Willis Reed, who emerged from the locker room minutes before Game 7 of the 1970 NBA Finals to lift the Knicks to their first championship, died March 21. He was 80.

Dick Groat

Dick Groat went from All-American guard in basketball to a brief stint in the NBA to ultimately an All-Star shortstop and the 1960 National League MVP for the Pirates. He died on April 27 at age 92.

Vida Blue

Vida Blue, a hard-throwing left-hander who became one of baseball’s biggest draws in the early 1970s and helped lead the brash A’s to three straight World Series titles before his career was derailed by drug problems, died May 6, according to the team.
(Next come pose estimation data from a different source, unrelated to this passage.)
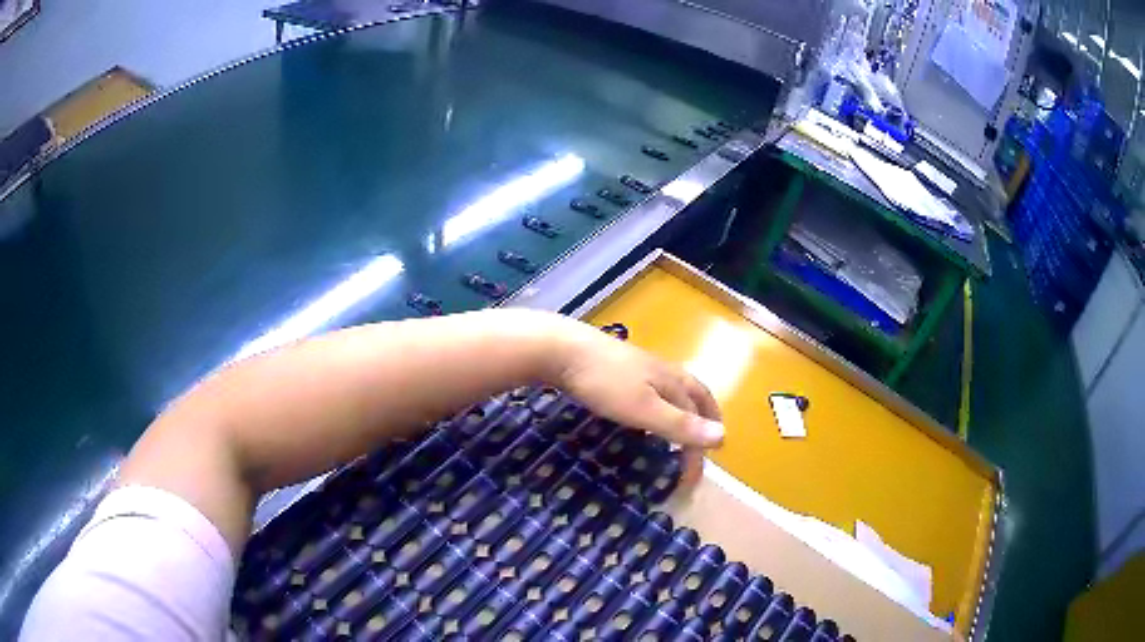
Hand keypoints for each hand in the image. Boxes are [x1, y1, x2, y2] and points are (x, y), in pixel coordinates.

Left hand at [550, 318, 723, 486]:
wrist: (561, 349)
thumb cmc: (604, 382)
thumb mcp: (644, 409)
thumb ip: (680, 424)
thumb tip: (722, 437)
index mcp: (674, 381)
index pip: (701, 415)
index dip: (700, 446)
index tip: (691, 479)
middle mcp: (663, 371)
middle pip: (694, 396)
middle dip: (704, 420)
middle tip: (705, 445)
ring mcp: (640, 366)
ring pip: (672, 392)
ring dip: (682, 414)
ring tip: (677, 435)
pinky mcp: (618, 368)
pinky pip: (650, 391)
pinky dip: (658, 408)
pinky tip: (641, 417)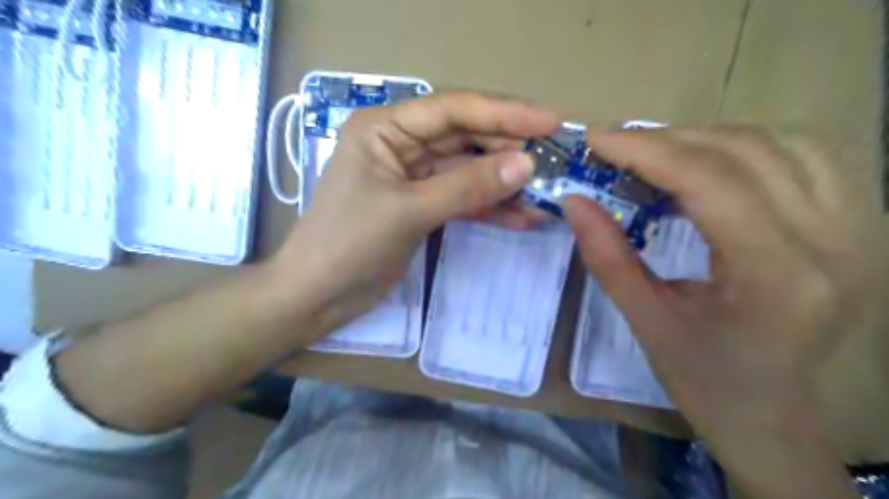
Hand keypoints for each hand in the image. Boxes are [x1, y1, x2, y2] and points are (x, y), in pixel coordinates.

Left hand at [274, 92, 557, 334]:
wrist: (318, 295)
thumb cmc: (348, 244)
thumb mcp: (409, 210)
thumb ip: (467, 186)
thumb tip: (526, 164)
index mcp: (385, 128)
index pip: (453, 109)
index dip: (505, 113)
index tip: (551, 122)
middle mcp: (401, 143)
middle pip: (466, 137)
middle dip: (509, 150)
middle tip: (554, 162)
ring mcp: (414, 175)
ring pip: (469, 170)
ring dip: (504, 183)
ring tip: (545, 195)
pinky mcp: (423, 204)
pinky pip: (463, 198)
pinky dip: (490, 207)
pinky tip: (522, 217)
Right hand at [566, 125, 884, 494]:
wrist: (789, 429)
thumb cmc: (713, 387)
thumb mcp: (649, 324)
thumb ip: (608, 257)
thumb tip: (575, 202)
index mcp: (776, 274)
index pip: (709, 179)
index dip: (646, 149)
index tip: (598, 139)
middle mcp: (836, 241)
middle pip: (746, 151)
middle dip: (670, 139)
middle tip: (618, 147)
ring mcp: (864, 232)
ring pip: (787, 143)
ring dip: (713, 137)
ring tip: (662, 152)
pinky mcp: (865, 232)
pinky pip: (816, 159)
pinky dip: (758, 146)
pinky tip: (720, 163)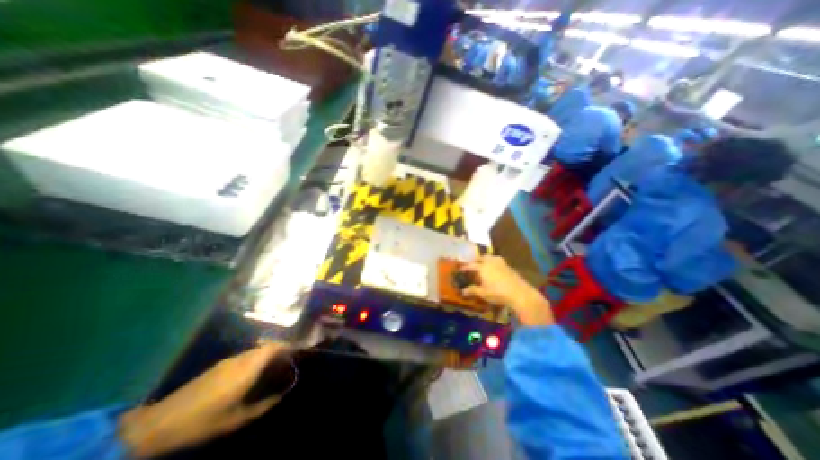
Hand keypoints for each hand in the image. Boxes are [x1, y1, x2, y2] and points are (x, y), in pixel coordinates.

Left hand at [120, 343, 289, 457]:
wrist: (158, 424)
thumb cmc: (203, 421)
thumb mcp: (237, 419)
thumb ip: (263, 405)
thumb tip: (282, 395)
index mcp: (247, 368)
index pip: (273, 347)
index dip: (287, 346)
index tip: (298, 352)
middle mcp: (240, 359)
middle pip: (266, 346)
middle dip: (280, 350)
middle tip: (288, 361)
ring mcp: (227, 361)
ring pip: (255, 350)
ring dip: (267, 354)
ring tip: (274, 367)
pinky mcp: (218, 366)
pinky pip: (245, 356)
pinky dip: (255, 359)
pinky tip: (253, 373)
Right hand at [461, 255, 557, 325]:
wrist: (520, 294)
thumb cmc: (498, 293)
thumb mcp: (483, 293)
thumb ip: (472, 291)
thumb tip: (462, 291)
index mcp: (482, 267)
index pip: (471, 265)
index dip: (465, 267)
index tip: (460, 269)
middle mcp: (491, 262)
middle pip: (481, 258)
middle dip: (476, 260)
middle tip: (472, 265)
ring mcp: (501, 263)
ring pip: (491, 257)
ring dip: (485, 259)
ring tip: (483, 265)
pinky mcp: (509, 266)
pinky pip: (498, 261)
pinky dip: (493, 263)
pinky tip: (494, 269)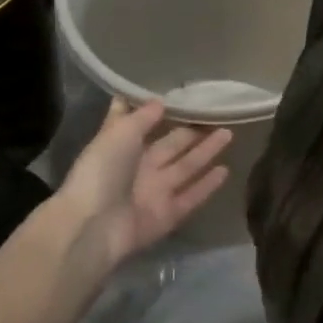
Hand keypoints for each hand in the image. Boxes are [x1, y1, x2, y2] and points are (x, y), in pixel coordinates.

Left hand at [52, 99, 231, 276]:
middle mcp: (140, 168)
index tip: (184, 96)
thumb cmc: (101, 172)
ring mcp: (155, 193)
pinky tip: (225, 170)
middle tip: (217, 114)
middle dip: (192, 131)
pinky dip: (207, 185)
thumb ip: (141, 117)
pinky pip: (192, 196)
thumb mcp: (118, 134)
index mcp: (123, 147)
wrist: (93, 226)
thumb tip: (160, 101)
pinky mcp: (168, 215)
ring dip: (206, 152)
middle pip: (172, 146)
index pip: (144, 125)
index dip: (161, 113)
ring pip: (186, 167)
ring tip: (229, 134)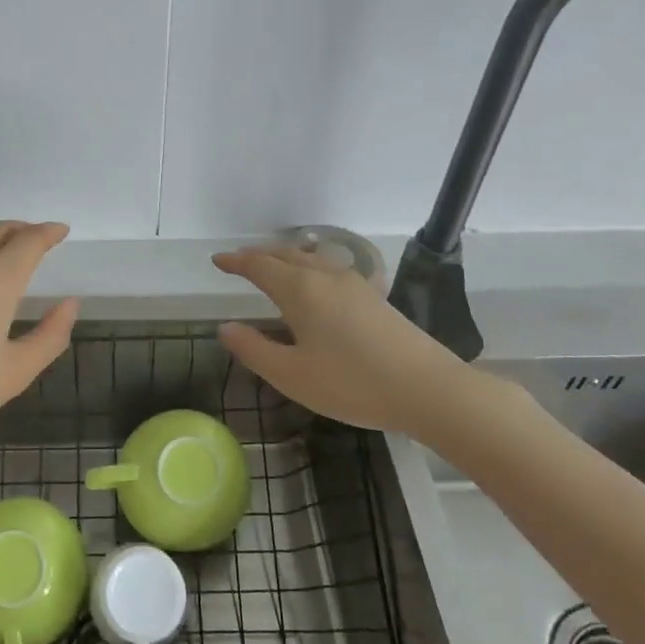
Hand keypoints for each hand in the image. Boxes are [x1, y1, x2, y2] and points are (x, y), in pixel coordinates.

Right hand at [212, 244, 466, 433]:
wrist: (427, 388)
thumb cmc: (351, 383)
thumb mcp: (292, 375)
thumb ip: (254, 349)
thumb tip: (226, 327)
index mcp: (300, 290)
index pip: (259, 266)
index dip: (236, 262)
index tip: (218, 260)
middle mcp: (326, 276)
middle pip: (286, 255)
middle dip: (259, 256)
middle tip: (239, 261)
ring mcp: (354, 284)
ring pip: (310, 259)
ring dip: (285, 258)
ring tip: (273, 267)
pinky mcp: (374, 297)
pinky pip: (329, 268)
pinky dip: (308, 267)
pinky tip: (314, 285)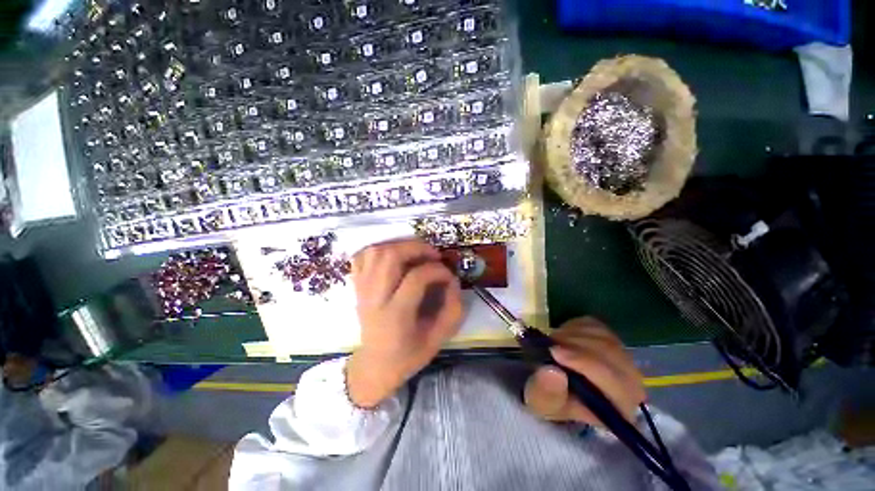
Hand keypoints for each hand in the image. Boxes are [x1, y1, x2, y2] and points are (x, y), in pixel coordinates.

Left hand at [346, 239, 462, 407]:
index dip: (437, 270)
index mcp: (395, 315)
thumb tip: (453, 279)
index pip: (416, 278)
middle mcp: (374, 298)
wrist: (375, 365)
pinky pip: (362, 256)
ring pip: (375, 252)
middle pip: (390, 257)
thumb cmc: (408, 355)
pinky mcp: (357, 286)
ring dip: (399, 245)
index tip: (448, 275)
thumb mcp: (438, 339)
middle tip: (433, 255)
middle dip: (416, 248)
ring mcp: (362, 290)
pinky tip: (394, 255)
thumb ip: (452, 309)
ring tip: (416, 253)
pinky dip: (379, 249)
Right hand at [524, 317, 645, 424]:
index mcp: (620, 407)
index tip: (554, 352)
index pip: (612, 380)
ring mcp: (623, 357)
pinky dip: (574, 327)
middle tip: (550, 343)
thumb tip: (553, 372)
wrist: (553, 385)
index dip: (584, 363)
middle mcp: (632, 383)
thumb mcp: (542, 402)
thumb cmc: (551, 399)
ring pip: (602, 336)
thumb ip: (548, 393)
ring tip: (553, 343)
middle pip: (610, 353)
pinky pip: (594, 325)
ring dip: (572, 335)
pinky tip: (563, 338)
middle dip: (575, 345)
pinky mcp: (610, 338)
He was 73. Oakland did not announce a cause of death.

Don January

Don January, who won the 1967 PGA Championship in a playoff and became the first winner on what is now the PGA Tour Champions, died on May 7. He was 93.

Denny Crum

Denny Crum, who won two NCAA men’s basketball championships and built Louisville into one of the 1980s’ dominant programs during a Hall of Fame coaching career, died on May 9 at age 86.

Gerry Hart

Gerry Hart, a scrappy 5-9, 175-pound defenseman who provided early leadership for the expansion Islanders, died on May 13 at age 75.

Jim Brown

Jim Brown, the Long Island high school sports legend, prodigious NFL running back, first Black action-film star and — in his words, “born activist” — died on May 18. He was 87.

Roger Craig

Roger Craig, the oldest living Met who was a member of the inaugural team in 1962, died on June 4 at age 93.

Homer Jones

Homer Jones, who not only invented the touchdown spike but also etched his name in the Giants’ and NFL’s record books as a wide receiver despite playing a relatively short career in an era when passing still was a secondary offensive strategy, died on June 14 at 82 of lung cancer.

Gil Brandt

Gil Brandt, overshadowed by coach Tom Landry and general manager Tex Schramm as part of the trio that built the Dallas Cowboys into “America’s Team” in the 1970s, died on Aug. 31. The Hall of Famer was 91. 

Brooks Robinson

Brooks Robinson, the Hall of Fame third baseman whose deft glovework and folksy manner made him one of the most beloved and accomplished athletes in Baltimore history, died on Sept. 26. He was 86.